HDK’nin partisi HDP ise ağır bir baskı ve kuşatma altında tutulmaya, kapatılma tehdidi ile sindirilmeye; her kademeden binlerce yöneticisi tutuklanarak halk yığınlarıyla bağları koparılmaya çalışılıyor.

Siyaseti, toplumsal mücadeleler zeminine oturtmak, bu zemin üzerinden halkçı bir seçenek oluşturmak, bunun için demokrasi güçlerinin en geniş ittifakını oluşturmak bugünün görevidir.

HDK, emekçilerin, gençlerin, kadınların, LGBTİ+'ların, engellilerin, mültecilerin, kriz mağduru esnafın, yoksul köylülerin ve bütün toplum kesimlerin meclisleşmesi için çalışır. Meclisleşme ve bir hareket yaratma yönünde mesafe alan hareketlenmeleri destekler. Engelliler gibi henüz bu sürecin başındaki toplumsallıkların bir hareket oluşturmasını ve meclisleşmesini savunur.

HDK bununla birlikte, farklı sorun alanlarında mücadele eden ve meclisleşenlerin birbirini görmesini, bir halk güçleri bütününün parçaları oldukları gerçeğinin farkına varmalarını sağlamayı görev bilir. Bu amaçla en geniş yan yana gelişlerin gerçekleşmesine katkı koyar.

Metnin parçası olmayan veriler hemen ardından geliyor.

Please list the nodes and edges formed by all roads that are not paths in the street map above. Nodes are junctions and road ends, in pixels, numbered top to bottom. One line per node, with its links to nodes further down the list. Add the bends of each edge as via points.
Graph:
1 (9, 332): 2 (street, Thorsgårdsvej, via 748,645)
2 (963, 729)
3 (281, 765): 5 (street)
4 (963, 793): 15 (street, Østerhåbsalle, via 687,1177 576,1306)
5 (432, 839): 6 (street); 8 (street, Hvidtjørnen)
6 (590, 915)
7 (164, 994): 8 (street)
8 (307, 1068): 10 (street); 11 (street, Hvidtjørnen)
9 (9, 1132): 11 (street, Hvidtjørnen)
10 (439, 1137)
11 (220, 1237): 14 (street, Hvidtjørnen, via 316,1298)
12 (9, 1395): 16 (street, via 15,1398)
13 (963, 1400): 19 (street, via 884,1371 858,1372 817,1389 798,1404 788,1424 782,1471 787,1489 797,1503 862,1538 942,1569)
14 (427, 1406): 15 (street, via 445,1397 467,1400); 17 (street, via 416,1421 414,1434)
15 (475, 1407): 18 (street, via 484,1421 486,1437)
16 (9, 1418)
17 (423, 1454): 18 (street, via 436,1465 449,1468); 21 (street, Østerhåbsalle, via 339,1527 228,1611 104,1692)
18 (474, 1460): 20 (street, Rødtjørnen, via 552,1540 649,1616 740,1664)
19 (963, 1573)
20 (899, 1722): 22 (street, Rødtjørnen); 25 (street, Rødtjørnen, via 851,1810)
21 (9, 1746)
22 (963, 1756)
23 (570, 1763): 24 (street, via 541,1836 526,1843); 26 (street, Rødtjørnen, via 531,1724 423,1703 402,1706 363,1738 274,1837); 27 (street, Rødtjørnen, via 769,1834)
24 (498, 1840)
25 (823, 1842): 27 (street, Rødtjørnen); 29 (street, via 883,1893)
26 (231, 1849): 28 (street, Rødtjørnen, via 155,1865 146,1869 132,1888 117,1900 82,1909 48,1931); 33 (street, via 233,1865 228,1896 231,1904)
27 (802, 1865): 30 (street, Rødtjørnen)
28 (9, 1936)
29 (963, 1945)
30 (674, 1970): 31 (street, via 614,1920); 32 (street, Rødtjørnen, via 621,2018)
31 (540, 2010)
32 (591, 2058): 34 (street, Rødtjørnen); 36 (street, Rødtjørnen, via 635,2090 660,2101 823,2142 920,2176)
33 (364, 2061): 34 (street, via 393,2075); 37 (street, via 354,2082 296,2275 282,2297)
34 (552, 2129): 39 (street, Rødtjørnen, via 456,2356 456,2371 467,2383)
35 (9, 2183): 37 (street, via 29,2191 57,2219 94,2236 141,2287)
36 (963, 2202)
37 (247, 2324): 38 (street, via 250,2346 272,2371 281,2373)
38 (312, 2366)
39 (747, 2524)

Kaz Dağları’ndan İkizdere’ye, Boğaziçi Direnişi’nden işçi mücadelelerine, yoksul köylülerin yol kesmelerinden LGBTİ+’ların onur yürüyüşlerine her toplumsal mücadele alanında bizzat yer alır, dayanışır.

Bütün bu mücadele deneyimlerinden, özellikle yan yana mücadele etmeyi olağanüstü başarıyla gerçekleştiren kadın hareketinin deneyimlerinden öğrenir.

Bu çerçevede, kadınlara yönelik saldırılara İstanbul Sözleşmesi gündemli eylemlerle verilen yanıtların ve barikatları aşan öfkenin sokağı zapt ettiği görülmelidir. Yeniden üretim sürecinde ücretsiz kadın emeğinin sermayenin birikim krizindeki yeri ve bu emek gaspıyla gelişen kadın bedenine dönük politikaları gören biz kadınlar ucuz emek, ücretsiz emek gaspı ile bedenimiz üzerinde yürütülen politikalara karşı, kadın kimliğimize her alanda sahip çıkarak yanıt vereceğiz.

Doğanın gaspının da kadın bedenine yönelik müdahalelerden farkı olmadığını, ekoloji mücadelesinin sermaye birikim rejimi kriziyle ilişkisini ortaklaştırmak eskisinden de önem kazanmıştır. Bu mücadeleyi, doğaya yönelik her saldırıya karşı halkın direnişini ve meclisleşmesini destekleyerek büyüteceğiz. Yolumuz açıktır.